Saved entries:
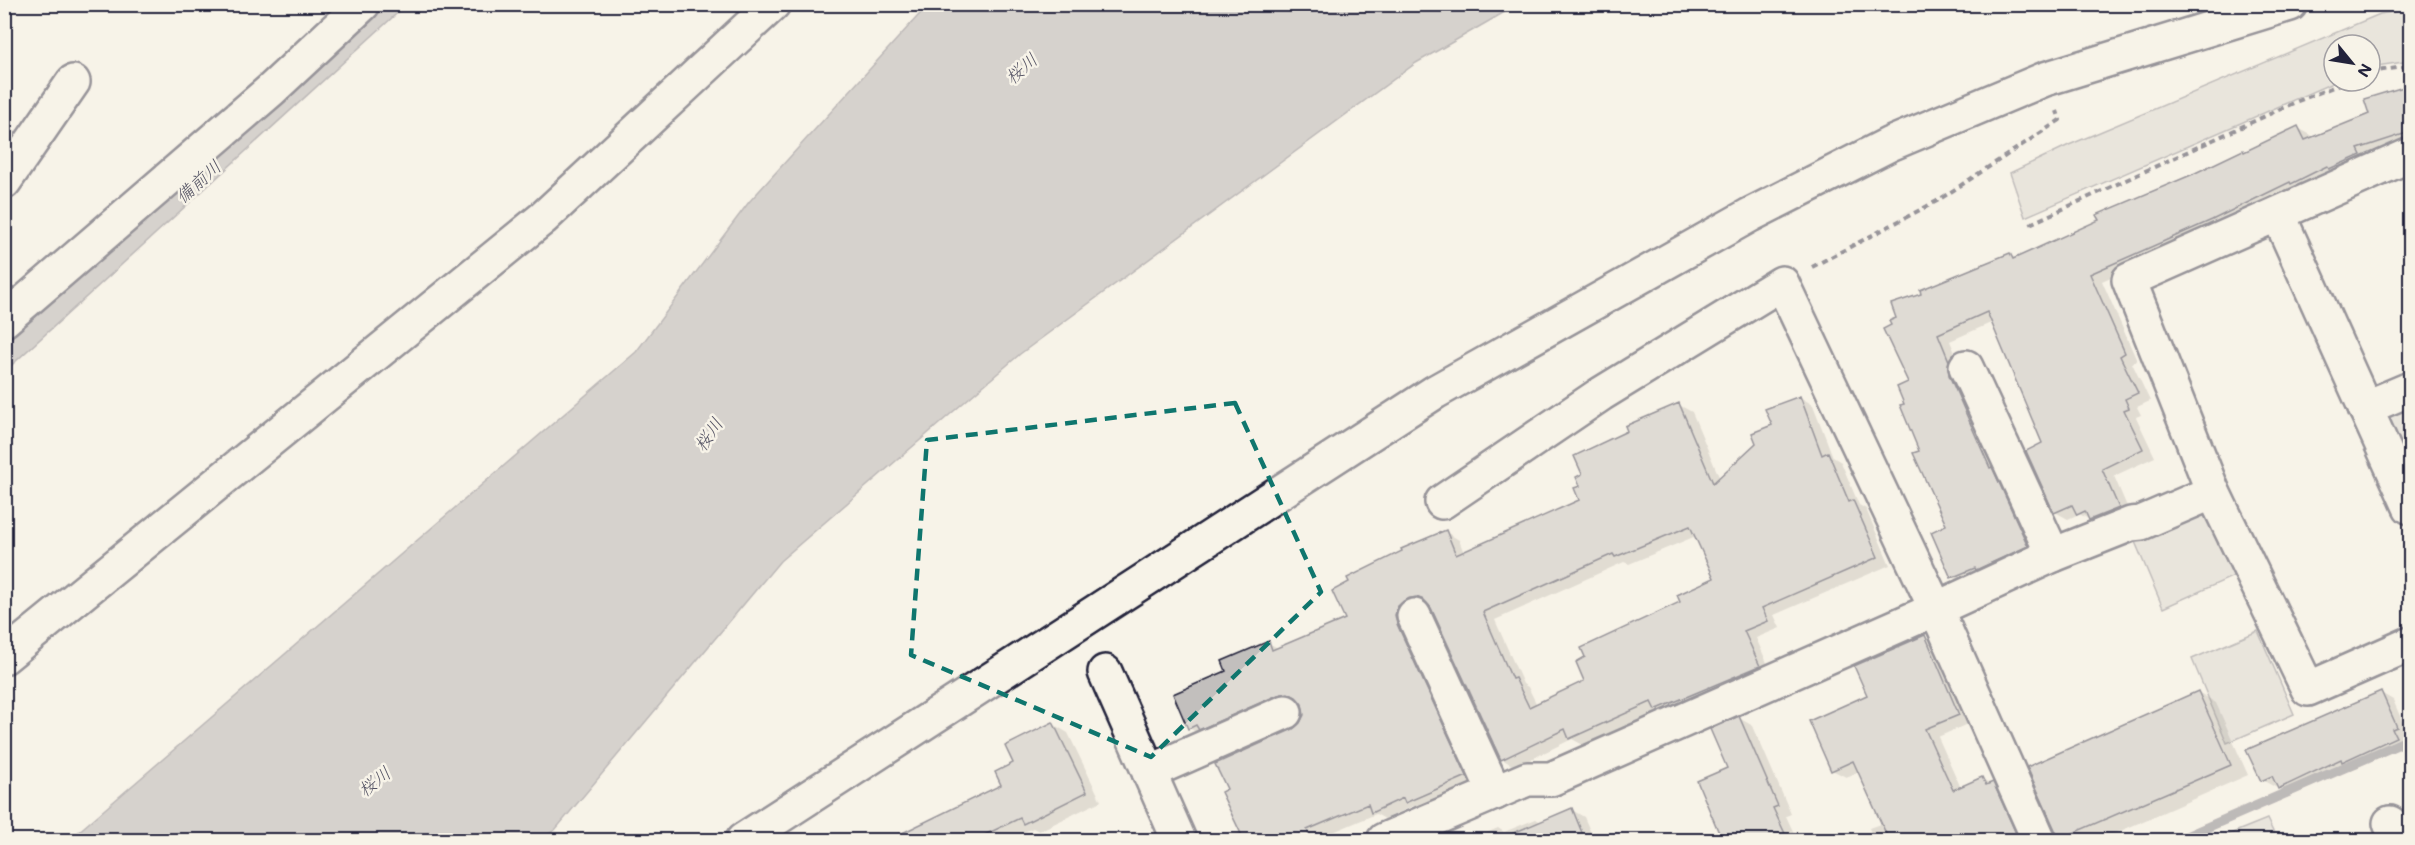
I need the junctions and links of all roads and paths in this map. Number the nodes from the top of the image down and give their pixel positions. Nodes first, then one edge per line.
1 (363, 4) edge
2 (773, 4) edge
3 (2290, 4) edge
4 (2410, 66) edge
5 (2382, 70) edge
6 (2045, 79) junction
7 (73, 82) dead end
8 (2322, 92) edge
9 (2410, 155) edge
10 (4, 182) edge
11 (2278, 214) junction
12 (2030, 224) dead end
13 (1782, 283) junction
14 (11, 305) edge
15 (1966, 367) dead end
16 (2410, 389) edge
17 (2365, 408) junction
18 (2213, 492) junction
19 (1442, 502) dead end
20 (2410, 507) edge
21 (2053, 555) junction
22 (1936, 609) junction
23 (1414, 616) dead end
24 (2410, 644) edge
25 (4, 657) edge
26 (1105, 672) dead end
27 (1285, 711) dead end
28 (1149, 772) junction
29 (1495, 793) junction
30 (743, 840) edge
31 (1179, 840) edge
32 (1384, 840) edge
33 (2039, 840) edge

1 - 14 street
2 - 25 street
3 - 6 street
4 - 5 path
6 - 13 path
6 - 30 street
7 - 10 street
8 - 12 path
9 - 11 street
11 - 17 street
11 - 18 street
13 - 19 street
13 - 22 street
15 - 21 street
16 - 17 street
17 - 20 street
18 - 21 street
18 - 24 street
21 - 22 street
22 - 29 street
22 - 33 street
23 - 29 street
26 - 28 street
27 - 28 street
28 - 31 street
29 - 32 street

# Work to complete:
Each line above that contains "dead" counts once; report the total of such lines and nothing more.

# Exercise response:
7